(Stored records)
☆ ☆ ☆ ☆

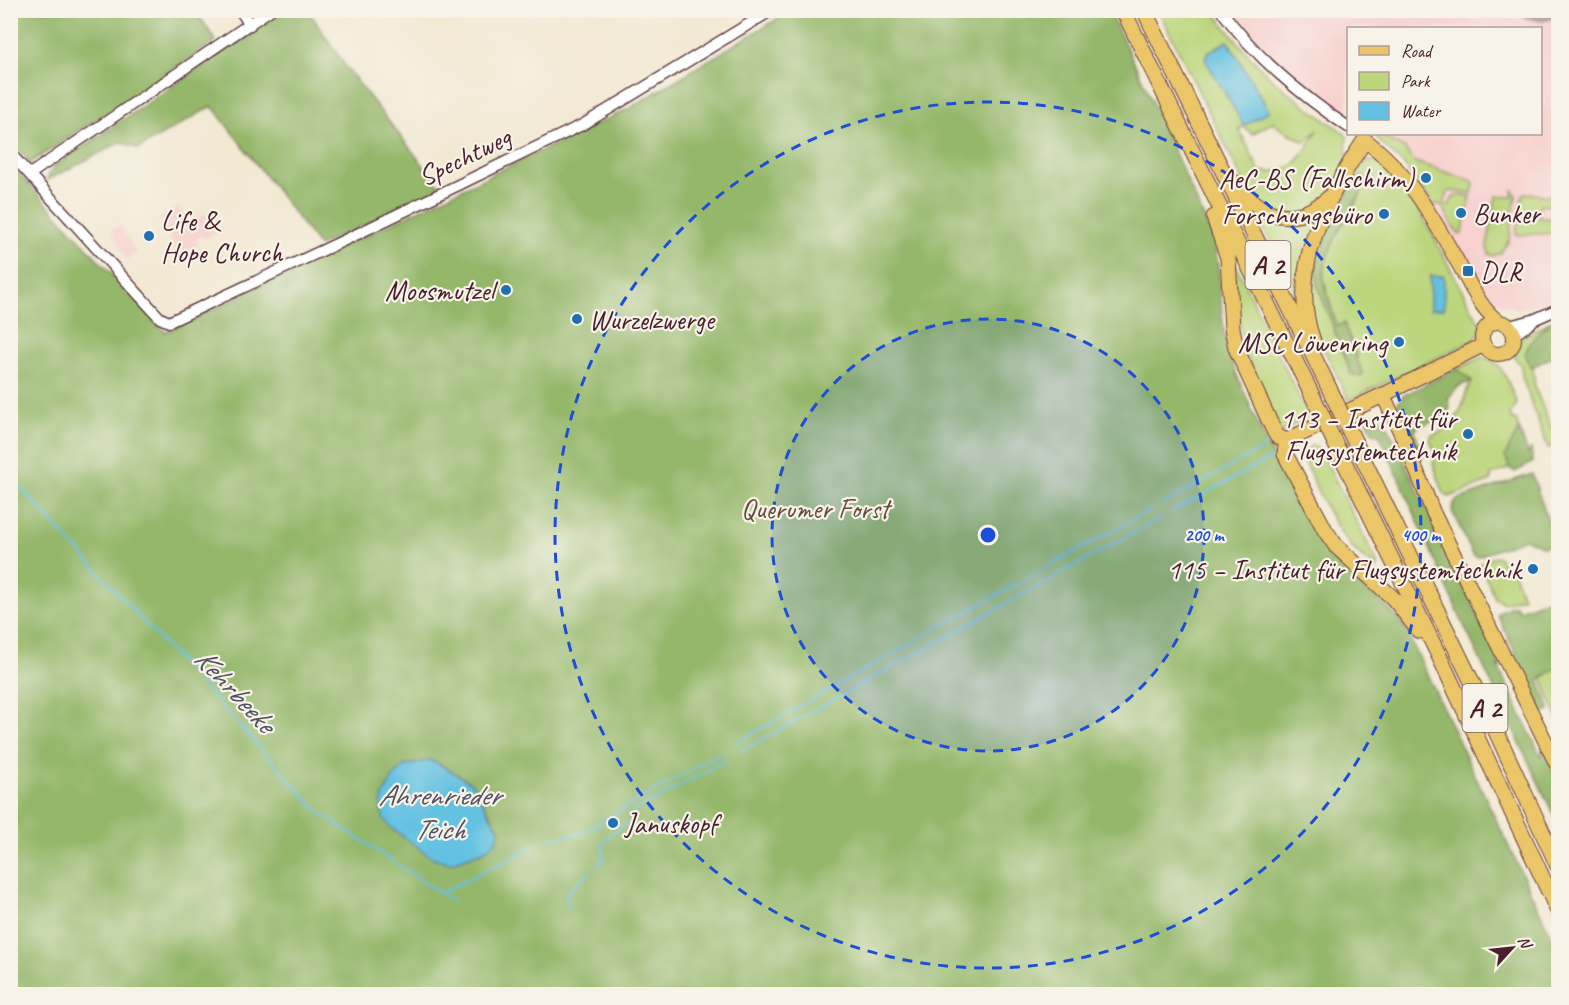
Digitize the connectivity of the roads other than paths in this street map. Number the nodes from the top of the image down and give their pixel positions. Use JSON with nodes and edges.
{"nodes":[{"id":1,"x":240,"y":10,"type":"edge"},
{"id":2,"x":270,"y":10,"type":"edge"},
{"id":3,"x":772,"y":10,"type":"edge"},
{"id":4,"x":1123,"y":10,"type":"edge"},
{"id":5,"x":1144,"y":10,"type":"edge"},
{"id":6,"x":1221,"y":10,"type":"edge"},
{"id":7,"x":250,"y":25,"type":"junction"},
{"id":8,"x":1347,"y":127,"type":"edge"},
{"id":9,"x":1361,"y":137,"type":"edge"},
{"id":10,"x":1209,"y":143,"type":"junction"},
{"id":11,"x":10,"y":153,"type":"edge"},
{"id":12,"x":1201,"y":171,"type":"junction"},
{"id":13,"x":30,"y":174,"type":"junction"},
{"id":14,"x":1333,"y":194,"type":"junction"},
{"id":15,"x":1558,"y":309,"type":"edge"},
{"id":16,"x":1502,"y":328,"type":"junction"},
{"id":17,"x":1483,"y":345,"type":"junction"},
{"id":18,"x":1329,"y":389,"type":"junction"},
{"id":19,"x":1383,"y":395,"type":"junction"},
{"id":20,"x":1288,"y":442,"type":"junction"},
{"id":21,"x":1441,"y":660,"type":"junction"},
{"id":22,"x":1558,"y":767,"type":"edge"},
{"id":23,"x":1558,"y":866,"type":"edge"},
{"id":24,"x":1558,"y":911,"type":"edge"},
{"id":25,"x":10,"y":989,"type":"edge"},
{"id":26,"x":15,"y":994,"type":"edge"}],
"edges":[{"from":1,"to":7,"type":"street"},
{"from":2,"to":7,"type":"street"},
{"from":3,"to":13,"type":"street","name":"Spechtweg"},
{"from":4,"to":12,"type":"highway","number":"A 2"},
{"from":5,"to":10,"type":"highway","number":"A 2"},
{"from":6,"to":8,"type":"street"},
{"from":7,"to":13,"type":"street"},
{"from":9,"to":14,"type":"highway"},
{"from":9,"to":16,"type":"main road"},
{"from":10,"to":14,"type":"highway"},
{"from":10,"to":18,"type":"highway","number":"A 2"},
{"from":11,"to":13,"type":"street"},
{"from":12,"to":20,"type":"highway"},
{"from":12,"to":21,"type":"highway","number":"A 2","bridge":true},
{"from":14,"to":18,"type":"highway"},
{"from":15,"to":16,"type":"street"},
{"from":16,"to":17,"type":"main road"},
{"from":16,"to":17,"type":"main road"},
{"from":17,"to":19,"type":"main road"},
{"from":18,"to":23,"type":"highway","number":"A 2","bridge":true},
{"from":19,"to":20,"type":"highway"},
{"from":19,"to":22,"type":"main road"},
{"from":20,"to":21,"type":"highway"},
{"from":21,"to":24,"type":"highway","number":"A 2"},
{"from":25,"to":26,"type":"street"}]}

☆ ☆ ☆ ☆

Retype each line of the records exactly as it reads; no pictures belong in the copy.

RESPONSE TO THIS TASK>
Digitize the connectivity of the roads other than paths in this street map. Number the nodes from the top of the image down and give their pixel positions. Use JSON with nodes and edges.
{"nodes":[{"id":1,"x":240,"y":10,"type":"edge"},
{"id":2,"x":270,"y":10,"type":"edge"},
{"id":3,"x":772,"y":10,"type":"edge"},
{"id":4,"x":1123,"y":10,"type":"edge"},
{"id":5,"x":1144,"y":10,"type":"edge"},
{"id":6,"x":1221,"y":10,"type":"edge"},
{"id":7,"x":250,"y":25,"type":"junction"},
{"id":8,"x":1347,"y":127,"type":"edge"},
{"id":9,"x":1361,"y":137,"type":"edge"},
{"id":10,"x":1209,"y":143,"type":"junction"},
{"id":11,"x":10,"y":153,"type":"edge"},
{"id":12,"x":1201,"y":171,"type":"junction"},
{"id":13,"x":30,"y":174,"type":"junction"},
{"id":14,"x":1333,"y":194,"type":"junction"},
{"id":15,"x":1558,"y":309,"type":"edge"},
{"id":16,"x":1502,"y":328,"type":"junction"},
{"id":17,"x":1483,"y":345,"type":"junction"},
{"id":18,"x":1329,"y":389,"type":"junction"},
{"id":19,"x":1383,"y":395,"type":"junction"},
{"id":20,"x":1288,"y":442,"type":"junction"},
{"id":21,"x":1441,"y":660,"type":"junction"},
{"id":22,"x":1558,"y":767,"type":"edge"},
{"id":23,"x":1558,"y":866,"type":"edge"},
{"id":24,"x":1558,"y":911,"type":"edge"},
{"id":25,"x":10,"y":989,"type":"edge"},
{"id":26,"x":15,"y":994,"type":"edge"}],
"edges":[{"from":1,"to":7,"type":"street"},
{"from":2,"to":7,"type":"street"},
{"from":3,"to":13,"type":"street","name":"Spechtweg"},
{"from":4,"to":12,"type":"highway","number":"A 2"},
{"from":5,"to":10,"type":"highway","number":"A 2"},
{"from":6,"to":8,"type":"street"},
{"from":7,"to":13,"type":"street"},
{"from":9,"to":14,"type":"highway"},
{"from":9,"to":16,"type":"main road"},
{"from":10,"to":14,"type":"highway"},
{"from":10,"to":18,"type":"highway","number":"A 2"},
{"from":11,"to":13,"type":"street"},
{"from":12,"to":20,"type":"highway"},
{"from":12,"to":21,"type":"highway","number":"A 2","bridge":true},
{"from":14,"to":18,"type":"highway"},
{"from":15,"to":16,"type":"street"},
{"from":16,"to":17,"type":"main road"},
{"from":16,"to":17,"type":"main road"},
{"from":17,"to":19,"type":"main road"},
{"from":18,"to":23,"type":"highway","number":"A 2","bridge":true},
{"from":19,"to":20,"type":"highway"},
{"from":19,"to":22,"type":"main road"},
{"from":20,"to":21,"type":"highway"},
{"from":21,"to":24,"type":"highway","number":"A 2"},
{"from":25,"to":26,"type":"street"}]}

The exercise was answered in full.